The title of the album itself was an act of rebellion. When people bring up the term “ghetto,” they think they’re poor, dangerous, and black, covering it up with broad racist smears. It ignores the community that exists there, the unity fostered by the lack of resources given to it. Instead, ghetto music was meant to celebrate the Bedford-Stuyvesant neighborhood of Gale Brooklyn and others like it. “It comes from all of us who lived in that part of town,” he once said. “Who lived this life of music, going to school, learning and growing. It was complete. »
ghetto music was written as a dramatic presentation accented by costumes and acting; between its choir singing and prayerful aura, this was an album that could have worked just as well in the Theater District and The East, the famous black cultural center and place of Bed-Stuy. Anxious moments met equally calm moments, providing a nuanced portrayal of black life beyond its depiction in the news. Simply put: Black people weren’t taking shit from white people anymore; supporters of non-violence gave way to militant reprisals. According to the thought, brutality would be encountered in kind; the “We Shall Overcome” era gave way to James Brown’s “Say It Loud – I’m Black and I’m Proud” and Sly & the Family Stone’s “Don’t Call Me Nigger, Whitey” . With that thought came a new unwavering pride; the tenor was less about what white people did wrong and more about the inner search for unification and building an isolated black world.

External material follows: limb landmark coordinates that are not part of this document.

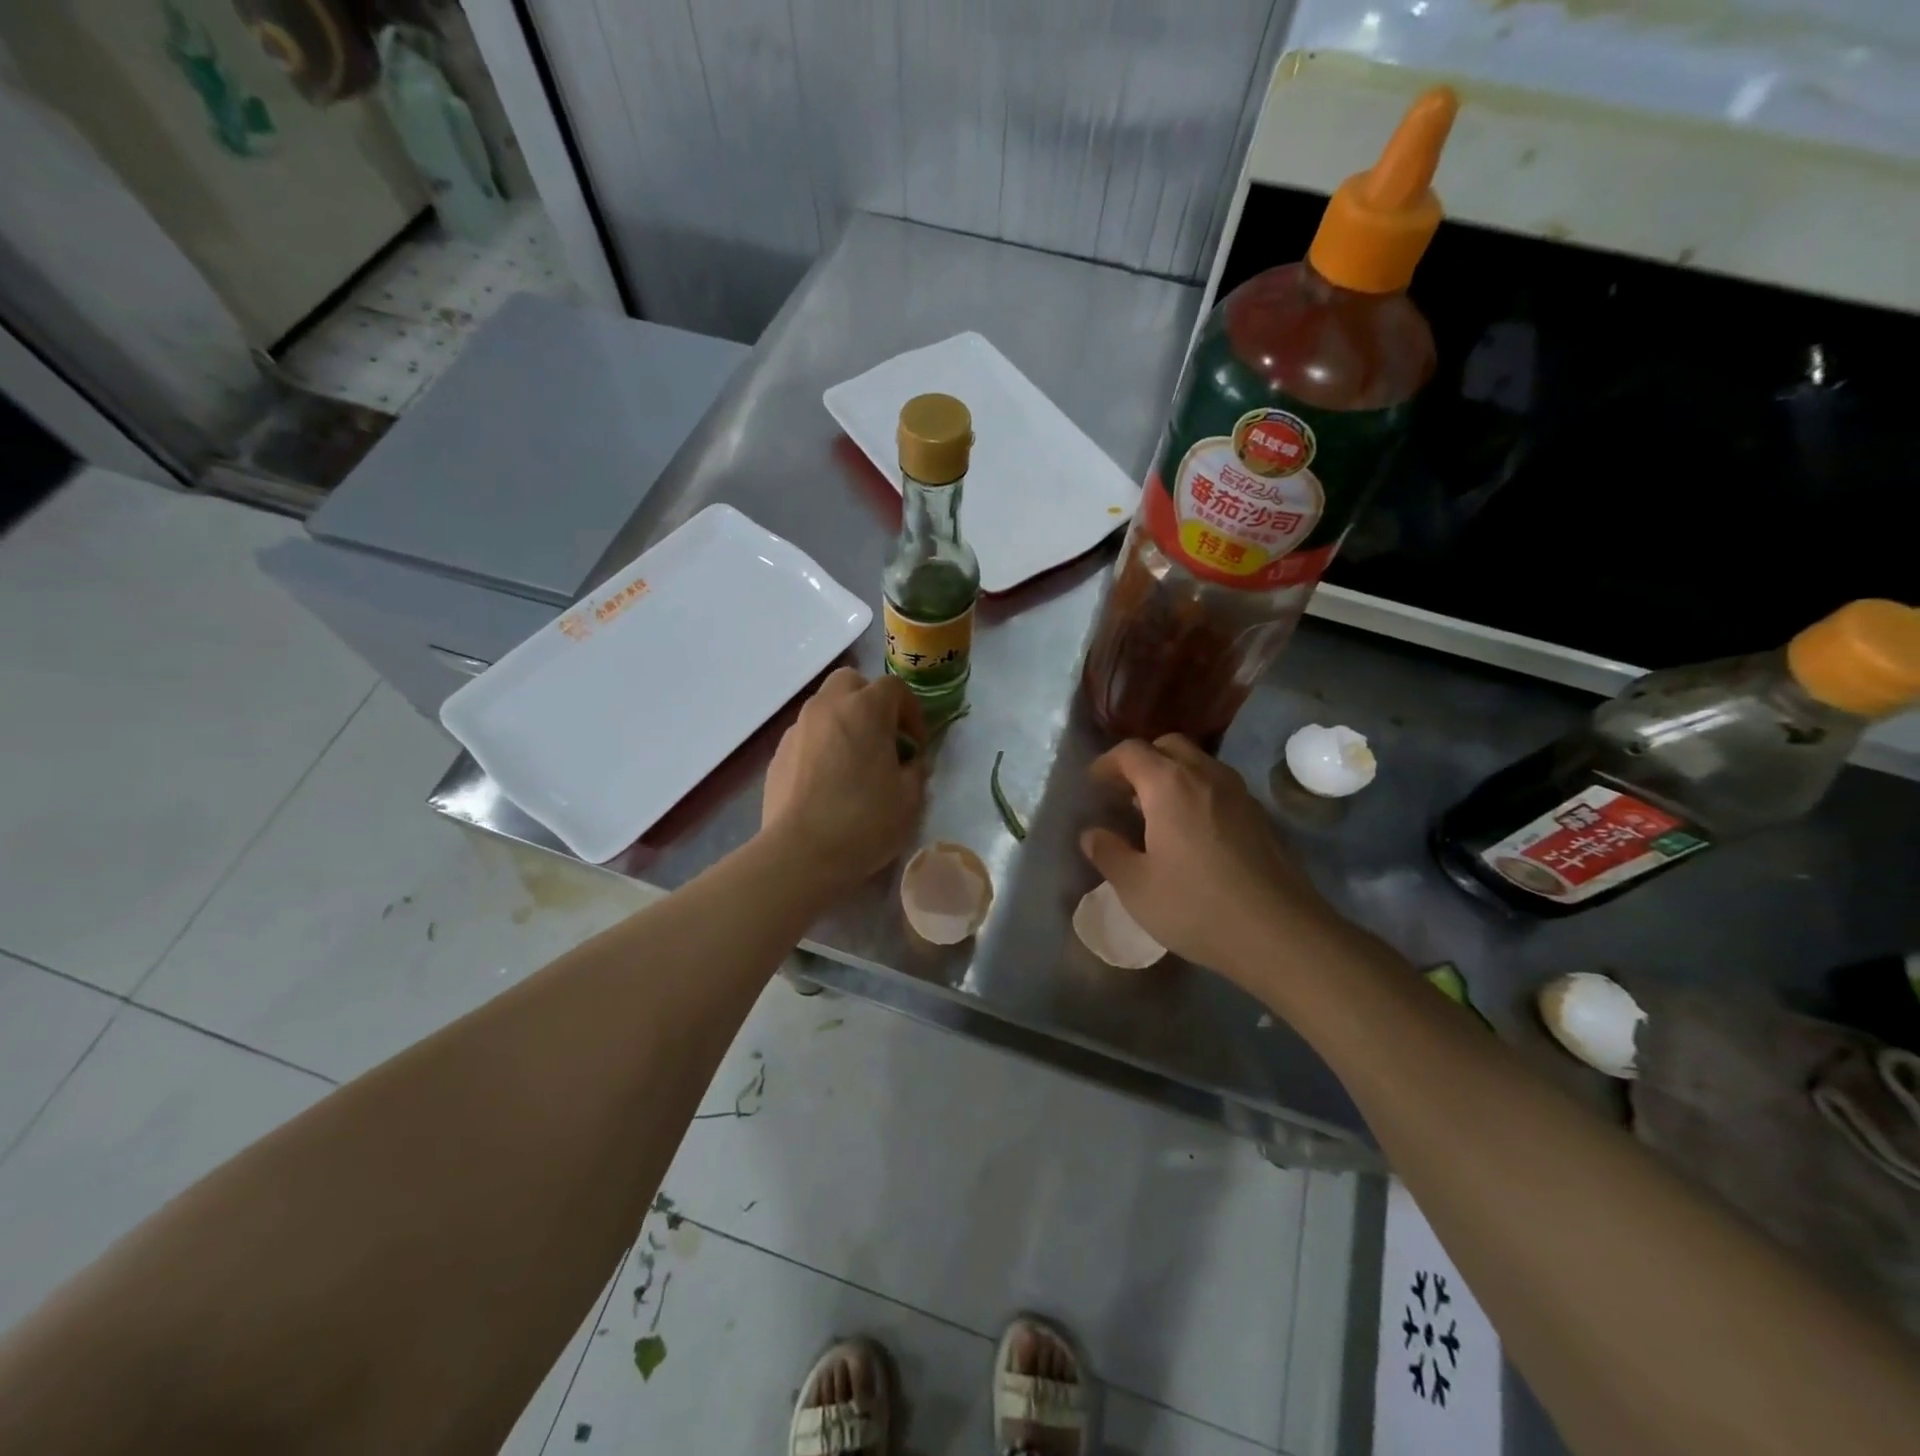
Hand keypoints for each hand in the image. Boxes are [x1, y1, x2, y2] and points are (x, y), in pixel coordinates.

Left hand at [762, 667, 926, 883]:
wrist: (801, 854)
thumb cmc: (864, 821)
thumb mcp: (910, 799)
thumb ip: (916, 771)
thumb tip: (910, 763)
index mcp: (865, 709)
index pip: (895, 688)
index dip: (912, 712)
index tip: (916, 746)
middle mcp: (827, 707)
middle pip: (851, 682)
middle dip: (870, 701)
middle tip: (883, 737)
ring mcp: (797, 729)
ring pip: (825, 708)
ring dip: (844, 723)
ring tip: (855, 762)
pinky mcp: (778, 755)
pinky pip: (807, 736)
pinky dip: (822, 745)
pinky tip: (828, 782)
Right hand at [1079, 735, 1354, 991]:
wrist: (1281, 934)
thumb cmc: (1197, 907)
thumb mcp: (1136, 886)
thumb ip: (1108, 853)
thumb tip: (1092, 833)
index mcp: (1169, 784)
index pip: (1130, 752)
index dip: (1106, 764)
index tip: (1093, 786)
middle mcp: (1205, 775)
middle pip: (1168, 746)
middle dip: (1141, 762)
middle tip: (1124, 794)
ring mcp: (1238, 793)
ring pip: (1197, 763)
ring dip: (1171, 775)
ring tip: (1154, 813)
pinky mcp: (1259, 815)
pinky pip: (1218, 786)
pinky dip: (1196, 793)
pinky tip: (1190, 832)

Where other music stuck their finger in the chest of the oppressor, ghetto music felt like a comforting embrace for the downtrodden. That’s what “The Rain” does when Gale’s sister, Joann, sings to find the resilience to move on from distress. “I have to go, so long,” she coos softly, her voice teary and discouraged. “Wipe the tears from your eyes.” Conversely, “Fulton Street,” a daredevil arrangement with thunderous drum rolls and thundering trumpet wails, is edgy and edgy, the feeling of speeding down the road and beating yellow signals. The song stops and starts at various intervals, only increasing in intensity; in his moments of silence, Gale explodes into his upper register; when followed by cascading drum fills, it’s the sound of a fully pressured summer day in Brooklyn.